7. En quatrième lieu, il ressort des pièces du dossier que M. C a pu présenter des observations, préalablement au prononcé de la mesure d'éloignement, le 12 janvier 2024, et que la préfète de la région Grand Est, préfète du Bas-Rhin n'était pas tenue de l'inviter de nouveau à présenter des observations préalablement à la décision ordonnant son maintien en rétention. Dans ces conditions, le moyen tiré de la méconnaissance de son droit d'être entendu doit être écarté.
8. En cinquième lieu, aux termes de l'article R. 754-2 du code de l'entrée et du séjour des étrangers et du droit d'asile : " L'étranger placé ou maintenu en rétention administrative qui souhaite demander l'asile est informé, sans délai, de la procédure de demande d'asile, de ses droits et de ses obligations au cours de cette procédure, des conséquences que pourrait avoir le non-respect de ces obligations ou le refus de coopérer avec les autorités et des moyens dont il dispose pour l'aider à présenter sa demande. / Cette information lui est communiquée dans une langue qu'il comprend ou dont il est raisonnable de penser qu'il la comprend ".
9. La méconnaissance de l'obligation d'information liée à la procédure relative à la demande d'asile d'un étranger placé en rétention administrative est sans incidence sur la légalité de la décision attaquée portant maintien en rétention. Dès lors, le moyen tiré de ce que M. C n'aurait pas reçu l'information prévue par les dispositions mentionnées ci-dessus ne peut qu'être écarté comme inopérant.

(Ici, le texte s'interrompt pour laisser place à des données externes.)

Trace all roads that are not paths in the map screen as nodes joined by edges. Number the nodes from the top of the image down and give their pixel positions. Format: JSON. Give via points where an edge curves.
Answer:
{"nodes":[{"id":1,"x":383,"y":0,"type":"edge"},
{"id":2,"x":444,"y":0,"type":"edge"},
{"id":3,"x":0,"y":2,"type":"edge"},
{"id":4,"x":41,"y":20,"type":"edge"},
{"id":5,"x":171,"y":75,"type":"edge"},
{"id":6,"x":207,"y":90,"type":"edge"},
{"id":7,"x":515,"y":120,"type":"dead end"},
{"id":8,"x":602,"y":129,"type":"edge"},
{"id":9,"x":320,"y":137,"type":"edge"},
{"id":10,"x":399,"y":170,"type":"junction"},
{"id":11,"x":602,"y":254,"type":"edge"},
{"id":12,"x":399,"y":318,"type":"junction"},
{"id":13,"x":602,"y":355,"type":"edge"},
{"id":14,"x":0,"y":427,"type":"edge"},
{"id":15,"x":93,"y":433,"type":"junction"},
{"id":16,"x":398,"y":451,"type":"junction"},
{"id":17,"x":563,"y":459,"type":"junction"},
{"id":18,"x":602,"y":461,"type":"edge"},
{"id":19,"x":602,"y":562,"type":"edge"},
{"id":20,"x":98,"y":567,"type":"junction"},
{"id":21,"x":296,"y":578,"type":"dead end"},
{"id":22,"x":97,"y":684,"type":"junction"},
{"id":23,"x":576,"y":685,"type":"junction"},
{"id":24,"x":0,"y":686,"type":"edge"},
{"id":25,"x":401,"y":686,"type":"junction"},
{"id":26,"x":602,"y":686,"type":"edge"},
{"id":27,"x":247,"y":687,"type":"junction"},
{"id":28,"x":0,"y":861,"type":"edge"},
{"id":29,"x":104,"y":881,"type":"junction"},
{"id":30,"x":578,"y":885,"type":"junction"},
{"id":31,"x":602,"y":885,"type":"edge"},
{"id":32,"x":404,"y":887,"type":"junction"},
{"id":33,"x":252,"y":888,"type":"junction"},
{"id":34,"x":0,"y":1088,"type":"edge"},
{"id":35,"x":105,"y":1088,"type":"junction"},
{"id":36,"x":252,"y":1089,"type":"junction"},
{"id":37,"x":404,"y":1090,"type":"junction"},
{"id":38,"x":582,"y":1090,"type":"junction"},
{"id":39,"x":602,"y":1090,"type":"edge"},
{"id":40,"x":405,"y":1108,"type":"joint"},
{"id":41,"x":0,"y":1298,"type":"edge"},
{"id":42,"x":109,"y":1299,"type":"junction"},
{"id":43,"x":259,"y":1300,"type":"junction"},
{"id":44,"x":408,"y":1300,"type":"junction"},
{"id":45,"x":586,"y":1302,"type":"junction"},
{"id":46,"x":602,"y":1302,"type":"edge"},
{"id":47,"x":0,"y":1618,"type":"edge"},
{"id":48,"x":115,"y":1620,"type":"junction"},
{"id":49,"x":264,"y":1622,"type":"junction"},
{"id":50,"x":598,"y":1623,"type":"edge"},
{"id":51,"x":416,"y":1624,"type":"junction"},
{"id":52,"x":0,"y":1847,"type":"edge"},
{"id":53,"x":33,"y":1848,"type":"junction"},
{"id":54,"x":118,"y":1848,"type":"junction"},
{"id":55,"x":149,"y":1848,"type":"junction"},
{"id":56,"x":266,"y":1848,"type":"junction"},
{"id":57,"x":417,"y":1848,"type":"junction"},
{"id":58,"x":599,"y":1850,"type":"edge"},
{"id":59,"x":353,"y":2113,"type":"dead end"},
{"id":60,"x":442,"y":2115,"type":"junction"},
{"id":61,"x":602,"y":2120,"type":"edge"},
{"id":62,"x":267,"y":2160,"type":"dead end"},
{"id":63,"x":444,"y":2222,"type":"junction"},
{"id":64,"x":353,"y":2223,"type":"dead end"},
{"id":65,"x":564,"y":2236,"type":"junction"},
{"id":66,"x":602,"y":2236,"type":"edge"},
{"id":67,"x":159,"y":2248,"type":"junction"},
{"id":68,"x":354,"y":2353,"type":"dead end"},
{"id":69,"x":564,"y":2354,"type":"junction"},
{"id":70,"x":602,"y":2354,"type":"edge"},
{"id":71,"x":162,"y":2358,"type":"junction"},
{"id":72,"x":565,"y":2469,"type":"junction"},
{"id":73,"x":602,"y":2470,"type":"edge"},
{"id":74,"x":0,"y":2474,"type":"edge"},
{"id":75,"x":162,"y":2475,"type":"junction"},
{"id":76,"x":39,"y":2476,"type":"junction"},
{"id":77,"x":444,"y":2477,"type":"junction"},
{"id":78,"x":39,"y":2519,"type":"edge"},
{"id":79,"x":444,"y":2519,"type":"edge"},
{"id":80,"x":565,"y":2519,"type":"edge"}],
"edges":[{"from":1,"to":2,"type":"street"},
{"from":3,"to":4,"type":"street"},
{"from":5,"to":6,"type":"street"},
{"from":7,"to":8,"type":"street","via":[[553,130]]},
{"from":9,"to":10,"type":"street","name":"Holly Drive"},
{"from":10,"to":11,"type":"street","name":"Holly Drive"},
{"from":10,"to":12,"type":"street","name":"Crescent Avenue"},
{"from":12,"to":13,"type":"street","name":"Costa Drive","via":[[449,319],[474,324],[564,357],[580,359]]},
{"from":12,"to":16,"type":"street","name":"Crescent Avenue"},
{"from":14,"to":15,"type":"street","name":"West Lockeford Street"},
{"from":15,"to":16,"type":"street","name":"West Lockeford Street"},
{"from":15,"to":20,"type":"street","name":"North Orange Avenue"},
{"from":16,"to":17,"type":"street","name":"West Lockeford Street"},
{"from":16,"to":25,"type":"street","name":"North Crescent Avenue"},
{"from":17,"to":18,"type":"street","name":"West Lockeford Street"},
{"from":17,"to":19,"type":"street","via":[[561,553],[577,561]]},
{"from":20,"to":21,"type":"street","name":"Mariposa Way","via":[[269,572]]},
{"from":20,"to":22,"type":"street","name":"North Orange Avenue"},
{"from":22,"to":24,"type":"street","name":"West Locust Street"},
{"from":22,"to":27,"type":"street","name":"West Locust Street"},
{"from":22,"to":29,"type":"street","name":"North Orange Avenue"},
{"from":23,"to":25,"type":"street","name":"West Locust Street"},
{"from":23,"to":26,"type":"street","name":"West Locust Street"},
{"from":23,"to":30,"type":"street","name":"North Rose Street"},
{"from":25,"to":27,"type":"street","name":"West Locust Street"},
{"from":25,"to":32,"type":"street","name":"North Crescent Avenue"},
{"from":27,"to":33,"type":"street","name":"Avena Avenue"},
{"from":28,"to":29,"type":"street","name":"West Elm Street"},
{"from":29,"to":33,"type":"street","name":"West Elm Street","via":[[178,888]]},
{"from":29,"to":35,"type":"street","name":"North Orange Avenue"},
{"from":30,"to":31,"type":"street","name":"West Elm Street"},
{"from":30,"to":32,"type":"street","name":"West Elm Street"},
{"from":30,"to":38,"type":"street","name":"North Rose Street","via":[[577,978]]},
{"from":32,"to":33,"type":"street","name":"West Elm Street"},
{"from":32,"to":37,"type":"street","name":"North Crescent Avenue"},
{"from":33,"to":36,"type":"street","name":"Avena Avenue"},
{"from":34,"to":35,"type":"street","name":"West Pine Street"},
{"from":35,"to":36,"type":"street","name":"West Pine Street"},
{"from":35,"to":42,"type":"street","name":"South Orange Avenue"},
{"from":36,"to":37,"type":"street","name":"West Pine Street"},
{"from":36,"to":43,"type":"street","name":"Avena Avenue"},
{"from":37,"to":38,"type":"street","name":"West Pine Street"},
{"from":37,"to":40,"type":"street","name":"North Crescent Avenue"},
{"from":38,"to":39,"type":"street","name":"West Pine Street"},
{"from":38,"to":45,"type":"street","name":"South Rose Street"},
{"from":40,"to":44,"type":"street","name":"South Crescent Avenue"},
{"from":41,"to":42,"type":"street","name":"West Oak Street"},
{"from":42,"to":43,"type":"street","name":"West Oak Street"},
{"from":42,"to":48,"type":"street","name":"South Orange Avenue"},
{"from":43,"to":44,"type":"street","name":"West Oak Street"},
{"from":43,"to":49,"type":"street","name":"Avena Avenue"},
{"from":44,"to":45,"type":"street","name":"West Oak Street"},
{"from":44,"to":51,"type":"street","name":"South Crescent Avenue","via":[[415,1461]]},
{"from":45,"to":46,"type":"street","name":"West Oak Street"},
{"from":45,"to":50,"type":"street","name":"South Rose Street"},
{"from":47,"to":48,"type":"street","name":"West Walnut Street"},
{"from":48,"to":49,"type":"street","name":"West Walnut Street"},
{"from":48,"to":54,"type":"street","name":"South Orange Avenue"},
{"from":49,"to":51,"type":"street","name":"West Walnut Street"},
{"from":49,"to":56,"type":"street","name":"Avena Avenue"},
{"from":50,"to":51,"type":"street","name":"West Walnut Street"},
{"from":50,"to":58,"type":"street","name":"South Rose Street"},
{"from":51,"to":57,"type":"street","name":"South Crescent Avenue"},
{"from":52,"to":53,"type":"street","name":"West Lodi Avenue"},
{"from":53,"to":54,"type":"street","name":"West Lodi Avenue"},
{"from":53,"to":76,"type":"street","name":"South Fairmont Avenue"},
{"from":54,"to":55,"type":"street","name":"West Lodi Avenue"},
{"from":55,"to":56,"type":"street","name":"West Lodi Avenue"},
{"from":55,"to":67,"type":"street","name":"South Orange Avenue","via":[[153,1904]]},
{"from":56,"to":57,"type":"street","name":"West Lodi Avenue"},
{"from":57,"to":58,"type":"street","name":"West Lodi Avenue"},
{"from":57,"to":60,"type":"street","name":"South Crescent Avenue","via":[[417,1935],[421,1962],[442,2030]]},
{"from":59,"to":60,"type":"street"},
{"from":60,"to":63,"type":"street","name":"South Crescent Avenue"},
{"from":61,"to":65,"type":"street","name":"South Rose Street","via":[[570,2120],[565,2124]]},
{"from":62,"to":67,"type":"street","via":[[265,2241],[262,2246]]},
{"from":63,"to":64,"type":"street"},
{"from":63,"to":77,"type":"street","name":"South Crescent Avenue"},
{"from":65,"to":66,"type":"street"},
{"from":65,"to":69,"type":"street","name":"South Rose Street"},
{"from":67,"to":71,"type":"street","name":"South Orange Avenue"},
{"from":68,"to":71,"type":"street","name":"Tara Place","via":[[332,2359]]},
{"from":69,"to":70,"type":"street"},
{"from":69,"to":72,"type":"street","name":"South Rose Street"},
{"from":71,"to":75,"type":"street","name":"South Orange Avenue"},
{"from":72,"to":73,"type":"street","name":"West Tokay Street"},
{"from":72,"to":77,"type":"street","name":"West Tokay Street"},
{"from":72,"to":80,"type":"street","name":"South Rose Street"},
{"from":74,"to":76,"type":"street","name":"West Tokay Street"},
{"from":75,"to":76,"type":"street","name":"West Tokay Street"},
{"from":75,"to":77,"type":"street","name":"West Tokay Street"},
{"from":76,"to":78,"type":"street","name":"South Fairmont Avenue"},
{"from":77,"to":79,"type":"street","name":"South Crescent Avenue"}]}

10. En sixième lieu, aux termes de l'article L. 754-3 du code de l'entrée et du séjour des étrangers et du droit d'asile : " Si la France est l'État de l'examen de la demande d'asile et si l'autorité administrative estime, sur le fondement de critères objectifs, que cette demande est présentée dans le seul but de faire échec à l'exécution de la décision d'éloignement, elle peut prendre une décision de maintien en rétention de l'étranger pendant le temps strictement nécessaire à l'examen de sa demande d'asile par l'Office français de protection des réfugiés et apatrides et, en cas de décision de rejet ou d'irrecevabilité de celle-ci, dans l'attente de son départ () ". Aux termes de l'article L. 754-4 du même code : " L'étranger peut demander au président du tribunal administratif l'annulation de la décision de maintien en rétention prévue à l'article L. 754-3 dans les quarante-huit heures suivant sa notification afin de contester les motifs retenus par l'autorité administrative pour estimer que sa demande d'asile a été présentée dans le seul but de faire échec à l'exécution de la décision d'éloignement. () ".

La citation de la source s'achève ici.